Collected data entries

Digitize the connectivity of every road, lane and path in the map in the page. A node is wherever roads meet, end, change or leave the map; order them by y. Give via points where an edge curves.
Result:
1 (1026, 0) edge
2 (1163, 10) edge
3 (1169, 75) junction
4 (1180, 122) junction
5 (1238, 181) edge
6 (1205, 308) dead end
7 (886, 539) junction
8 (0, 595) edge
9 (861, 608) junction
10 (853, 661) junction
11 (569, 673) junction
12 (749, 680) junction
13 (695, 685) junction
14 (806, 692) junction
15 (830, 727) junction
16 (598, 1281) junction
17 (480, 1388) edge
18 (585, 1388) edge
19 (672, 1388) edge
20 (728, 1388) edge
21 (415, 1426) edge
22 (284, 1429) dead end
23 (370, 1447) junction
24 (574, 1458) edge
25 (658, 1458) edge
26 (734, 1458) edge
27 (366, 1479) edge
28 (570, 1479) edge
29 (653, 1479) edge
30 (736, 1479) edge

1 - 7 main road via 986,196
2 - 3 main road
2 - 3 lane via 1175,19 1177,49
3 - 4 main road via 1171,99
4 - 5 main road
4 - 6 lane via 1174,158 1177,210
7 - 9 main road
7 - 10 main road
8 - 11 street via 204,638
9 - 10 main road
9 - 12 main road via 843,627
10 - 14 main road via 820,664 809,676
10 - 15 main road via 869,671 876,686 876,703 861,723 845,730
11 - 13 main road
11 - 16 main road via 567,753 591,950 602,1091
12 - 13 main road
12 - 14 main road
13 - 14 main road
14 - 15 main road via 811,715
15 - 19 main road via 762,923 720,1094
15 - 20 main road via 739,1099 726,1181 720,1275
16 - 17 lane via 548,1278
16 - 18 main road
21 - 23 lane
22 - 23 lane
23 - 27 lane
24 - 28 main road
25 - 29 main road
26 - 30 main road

=== ACTIVITY ===
Which lines in the records contain the word "junction"? Copy each one.

=== OUTPUT FOR THIS EXERCISE ===
3 (1169, 75) junction
4 (1180, 122) junction
7 (886, 539) junction
9 (861, 608) junction
10 (853, 661) junction
11 (569, 673) junction
12 (749, 680) junction
13 (695, 685) junction
14 (806, 692) junction
15 (830, 727) junction
16 (598, 1281) junction
23 (370, 1447) junction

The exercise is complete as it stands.